Standardizing out-of-memory and stack-depth-exceeded errors?

Garrett Smith dhtmlkitchen at
Wed Mar 23 18:21:49 PDT 2011

On 3/22/11, Joshua Bell <josh at> wrote:
> I was noodling with a (toy) compiler-to-JS for a (dead) language that
> supports error handlers for two boundary conditions - stack depth exceeded &
> out of memory - and noticed that the relevant behavior in JS is not standard
> across browsers. Has there been any discussion around standardization of
> errors thrown when limits of the script execution environment are hit?
> (Searching the archives didn't yield hits, but my search-fu may be weak
> today.)
> From briefly testing the boxes on my desk:
> stack depth:
> function a() { return a() + 1; } a();
> * IE9: Error, message: 'Out of stack space'
> * Firefox 4: InternalError, message: 'too much recursion'
javascript: alert(new InternalError("Got on tha inside, bitch!"));

Hrm. seems odd to expose the constructor publicly.

But FWIW, `new InternalError instanceof Error` is true.

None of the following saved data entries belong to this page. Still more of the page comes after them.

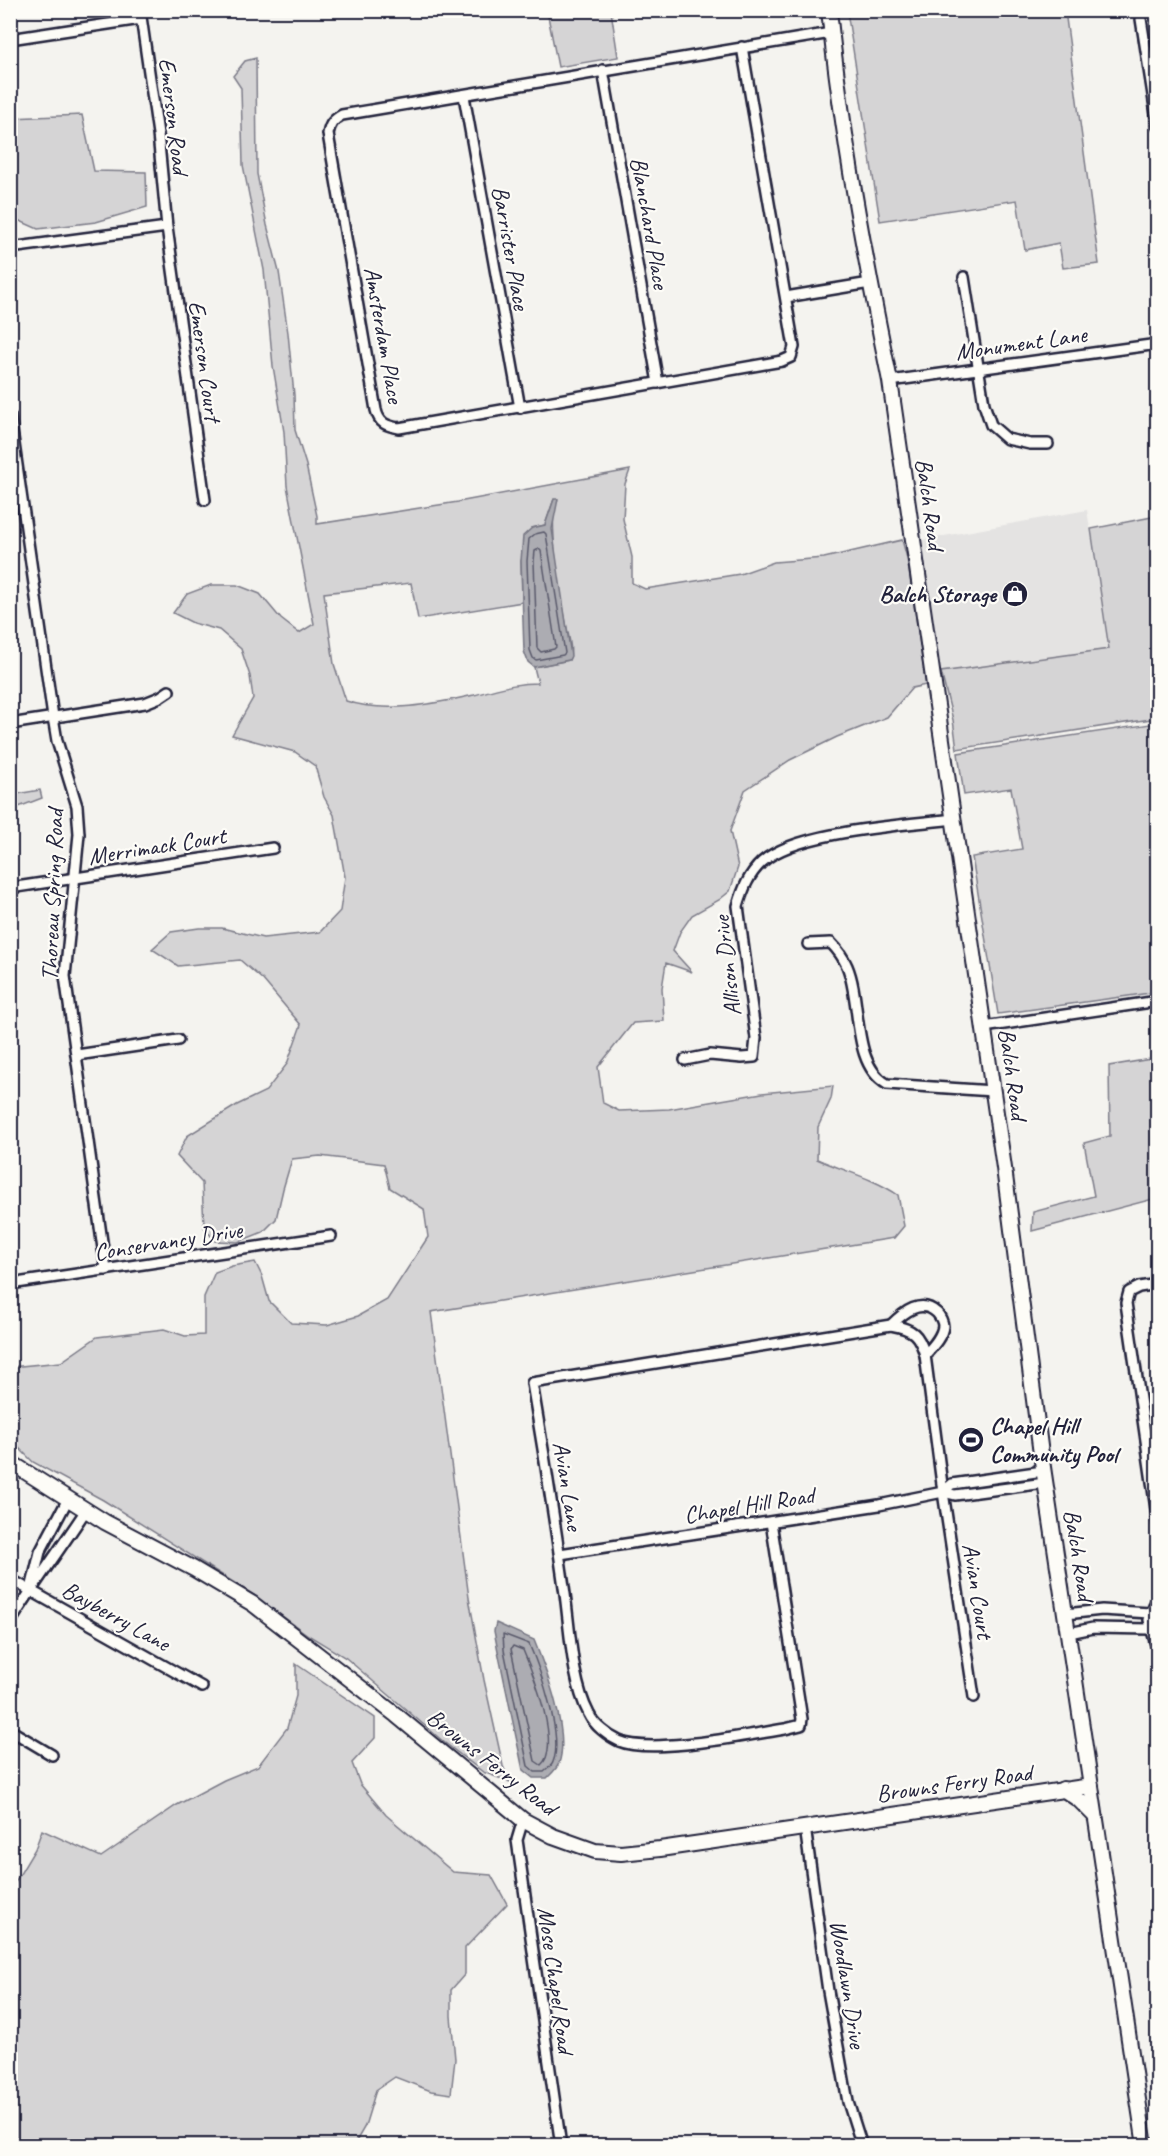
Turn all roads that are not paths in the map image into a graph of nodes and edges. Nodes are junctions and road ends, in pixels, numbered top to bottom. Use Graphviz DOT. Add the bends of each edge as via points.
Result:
graph roads {
  1 [pos="829,10"];
  2 [pos="141,15"];
  3 [pos="1141,19"];
  4 [pos="831,33"];
  5 [pos="10,39"];
  6 [pos="742,47"];
  7 [pos="603,70"];
  8 [pos="464,96"];
  9 [pos="1158,127"];
  10 [pos="167,227"];
  11 [pos="10,248"];
  12 [pos="964,277"];
  13 [pos="870,283"];
  14 [pos="786,297"];
  15 [pos="1158,344"];
  16 [pos="980,369"];
  17 [pos="890,381"];
  18 [pos="658,383"];
  19 [pos="520,408"];
  20 [pos="10,416"];
  21 [pos="1048,444"];
  22 [pos="206,500"];
  23 [pos="169,691"];
  24 [pos="53,717"];
  25 [pos="10,724"];
  26 [pos="954,819"];
  27 [pos="273,848"];
  28 [pos="76,878"];
  29 [pos="10,888"];
  30 [pos="808,944"];
  31 [pos="1158,1001"];
  32 [pos="984,1027"];
  33 [pos="178,1040"];
  34 [pos="77,1054"];
  35 [pos="685,1060"];
  36 [pos="993,1091"];
  37 [pos="331,1236"];
  38 [pos="106,1270"];
  39 [pos="10,1284"];
  40 [pos="1158,1284"];
  41 [pos="891,1325"];
  42 [pos="925,1356"];
  43 [pos="10,1462"];
  44 [pos="1154,1474"];
  45 [pos="1044,1477"];
  46 [pos="943,1492"];
  47 [pos="68,1499"];
  48 [pos="86,1510"];
  49 [pos="771,1522"];
  50 [pos="1158,1524"];
  51 [pos="560,1554"];
  52 [pos="10,1579"];
  53 [pos="30,1590"];
  54 [pos="1158,1595"];
  55 [pos="1150,1613"];
  56 [pos="1066,1614"];
  57 [pos="10,1623"];
  58 [pos="1150,1629"];
  59 [pos="1069,1633"];
  60 [pos="1158,1652"];
  61 [pos="202,1687"];
  62 [pos="974,1697"];
  63 [pos="10,1730"];
  64 [pos="52,1755"];
  65 [pos="1091,1786"];
  66 [pos="1063,1789"];
  67 [pos="1095,1816"];
  68 [pos="523,1820"];
  69 [pos="805,1827"];
  70 [pos="561,2145"];
  71 [pos="862,2145"];
  72 [pos="1145,2145"];
  1 -- 4 [label="street, Balch Road"];
  2 -- 5 [label="street"];
  2 -- 10 [label="street, Emerson Road"];
  3 -- 9 [label="street"];
  4 -- 6 [label="street, Amsterdam Place"];
  4 -- 13 [label="street, Balch Road"];
  6 -- 7 [label="street, Amsterdam Place"];
  6 -- 14 [label="street, Amsterdam Place"];
  7 -- 8 [label="street, Amsterdam Place"];
  7 -- 18 [label="street, Blanchard Place"];
  8 -- 19 [label="street, Barrister Place"];
  8 -- 19 [label="street, Amsterdam Place" via="342,115 330,125 328,134 376,410 384,424 399,428"];
  10 -- 11 [label="street"];
  10 -- 22 [label="street, Emerson Court"];
  12 -- 16 [label="street"];
  13 -- 14 [label="street"];
  13 -- 17 [label="street, Balch Road"];
  14 -- 18 [label="street, Amsterdam Place" via="794,347 791,357"];
  15 -- 16 [label="street, Monument Lane"];
  16 -- 17 [label="street, Monument Lane"];
  16 -- 21 [label="street" via="991,425 1007,439"];
  17 -- 26 [label="street, Balch Road"];
  18 -- 19 [label="street, Amsterdam Place"];
  20 -- 24 [label="street, Thoreau Spring Road"];
  23 -- 24 [label="street" via="145,703"];
  24 -- 25 [label="street"];
  24 -- 28 [label="street, Thoreau Spring Road" via="77,806"];
  26 -- 32 [label="street, Balch Road"];
  26 -- 35 [label="street, Allison Drive" via="805,841 762,862 744,886 738,906 756,1038 754,1057 710,1055"];
  27 -- 28 [label="street, Merrimack Court"];
  28 -- 29 [label="street, Merrimack Court"];
  28 -- 34 [label="street, Thoreau Spring Road" via="65,966"];
  30 -- 36 [label="street" via="831,943 848,967 864,1051 879,1080 886,1084"];
  31 -- 32 [label="street"];
  32 -- 36 [label="street, Balch Road"];
  33 -- 34 [label="street"];
  34 -- 38 [label="street, Thoreau Spring Road"];
  36 -- 45 [label="street, Balch Road"];
  37 -- 38 [label="street, Conservancy Drive"];
  38 -- 39 [label="street, Conservancy Drive"];
  40 -- 44 [label="street" via="1129,1292 1126,1303"];
  41 -- 42 [label="street" via="915,1334 922,1342"];
  41 -- 42 [label="street" via="905,1311 918,1306 929,1307 940,1316 943,1327 939,1339"];
  41 -- 51 [label="street, Avian Lane" via="532,1383"];
  42 -- 46 [label="street"];
  43 -- 47 [label="street, Browns Ferry Road"];
  44 -- 50 [label="street"];
  45 -- 46 [label="street, Chapel Hill Road" via="952,1484"];
  45 -- 56 [label="street, Balch Road"];
  46 -- 49 [label="street, Chapel Hill Road"];
  46 -- 62 [label="street, Avian Court"];
  47 -- 48 [label="street, Browns Ferry Road"];
  47 -- 53 [label="street" via="40,1552"];
  48 -- 53 [label="street"];
  48 -- 68 [label="street, Browns Ferry Road" via="253,1604"];
  49 -- 51 [label="street, Chapel Hill Road"];
  49 -- 51 [label="street, Avian Lane" via="802,1719 801,1725 785,1729 661,1747 618,1741 599,1727 590,1716 578,1683"];
  52 -- 53 [label="street, Bayberry Lane"];
  53 -- 57 [label="street"];
  53 -- 61 [label="street, Bayberry Lane"];
  54 -- 55 [label="street"];
  55 -- 56 [label="street" via="1102,1610"];
  55 -- 58 [label="street"];
  56 -- 59 [label="street, Balch Road"];
  58 -- 59 [label="street" via="1093,1628"];
  58 -- 60 [label="street"];
  59 -- 65 [label="street, Balch Road"];
  63 -- 64 [label="street"];
  65 -- 66 [label="street, Browns Ferry Road"];
  65 -- 67 [label="street, Balch Road"];
  66 -- 67 [label="street"];
  66 -- 69 [label="street, Browns Ferry Road"];
  67 -- 72 [label="street, Balch Road"];
  68 -- 69 [label="street, Browns Ferry Road" via="595,1851 621,1853"];
  68 -- 70 [label="street, Mose Chapel Road" via="517,1840"];
  69 -- 71 [label="street, Woodlawn Drive" via="840,2058 848,2102"];
}
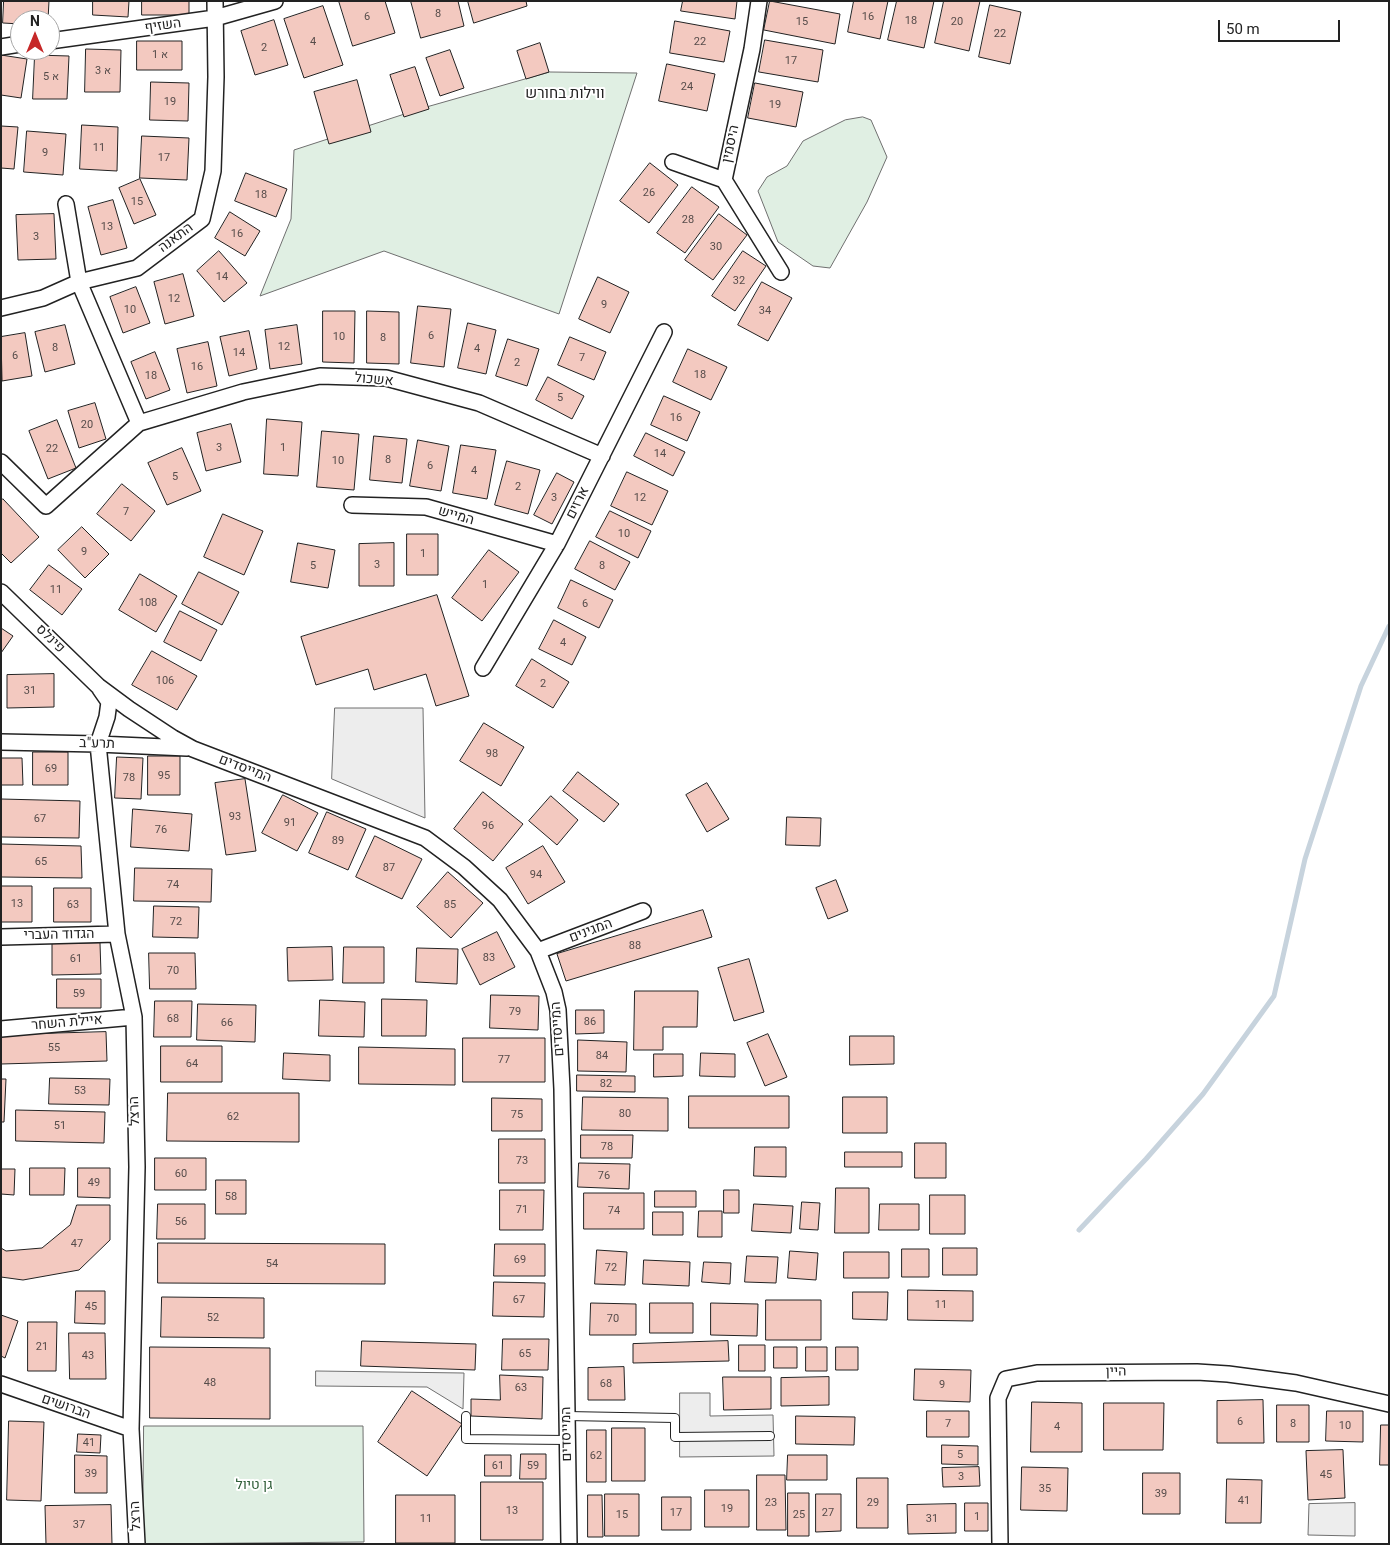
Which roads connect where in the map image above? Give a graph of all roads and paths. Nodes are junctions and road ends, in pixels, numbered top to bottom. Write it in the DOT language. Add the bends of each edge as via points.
graph roads {
  1 [pos="215,1"];
  2 [pos="274,1"];
  3 [pos="759,1"];
  4 [pos="215,18"];
  5 [pos="60,40"];
  6 [pos="673,162"];
  7 [pos="724,180"];
  8 [pos="66,204"];
  9 [pos="781,272"];
  10 [pos="79,282"];
  11 [pos="1,308"];
  12 [pos="664,332"];
  13 [pos="139,423"];
  14 [pos="602,456"];
  15 [pos="1,462"];
  16 [pos="352,504"];
  17 [pos="557,544"];
  18 [pos="1,592"];
  19 [pos="483,668"];
  20 [pos="98,686"];
  21 [pos="1,742"];
  22 [pos="98,744"];
  23 [pos="193,749"];
  24 [pos="643,911"];
  25 [pos="117,934"];
  26 [pos="1,937"];
  27 [pos="538,951"];
  28 [pos="134,1017"];
  29 [pos="1,1029"];
  30 [pos="1,1384"];
  31 [pos="1389,1404"];
  32 [pos="466,1416"];
  33 [pos="567,1416"];
  34 [pos="131,1429"];
  35 [pos="770,1436"];
  36 [pos="567,1440"];
  37 [pos="137,1544"];
  38 [pos="568,1544"];
  39 [pos="1000,1544"];
  1 -- 4 [label="street, התאנה"];
  2 -- 4 [label="street, השזיף"];
  3 -- 7 [label="street, היסמין"];
  4 -- 5 [label="street, השזיף"];
  4 -- 10 [label="street, התאנה" via="213,170 202,219 137,268"];
  6 -- 7 [label="street"];
  7 -- 9 [label="street, היסמין"];
  8 -- 10 [label="street"];
  10 -- 11 [label="street, התאנה" via="43,298"];
  10 -- 13 [label="street"];
  12 -- 14 [label="street, ארזים"];
  13 -- 14 [label="street, אשכול" via="243,392 320,376 386,378 479,403"];
  13 -- 15 [label="street, אשכול" via="46,506"];
  14 -- 17 [label="street, ארזים"];
  16 -- 17 [label="street, המייש" via="426,507"];
  17 -- 19 [label="street, ארזים"];
  18 -- 20 [label="street, פינלס"];
  20 -- 22 [label="street, הרצל" via="109,702"];
  20 -- 23 [label="street, המייסדים"];
  21 -- 22 [label="street, תרע\"ב"];
  22 -- 23 [label="street, תרע\"ב"];
  22 -- 25 [label="street, הרצל"];
  23 -- 27 [label="street, המייסדים" via="425,838 500,900"];
  24 -- 27 [label="street, המגינים"];
  25 -- 26 [label="street, הגדוד העברי"];
  25 -- 28 [label="street, הרצל"];
  27 -- 33 [label="street, המייסדים" via="558,1010"];
  28 -- 29 [label="street, איילת השחר"];
  28 -- 34 [label="street, הרצל" via="137,1167"];
  30 -- 34 [label="street, הברושים"];
  31 -- 39 [label="street, היין" via="1296,1383 1205,1373 1037,1373 1006,1379 998,1398"];
  32 -- 36 [label="lane" via="466,1439"];
  33 -- 35 [label="lane" via="675,1418 675,1437"];
  33 -- 36 [label="street, המייסדים"];
  34 -- 37 [label="street, הרצל"];
  36 -- 38 [label="street, המייסדים"];
}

> * Safari 5: RangeError, message 'Maximum call stack size exceeded'
> * Chrome 10: RangeError, message: 'Maximum call stack size exceeded', type:
> 'stack_overflow'
Agree with Brendan. Seems strange.

The infinite recursion could be detected and reported early. Where
does that happen? Does any engine report early for infinite recursion?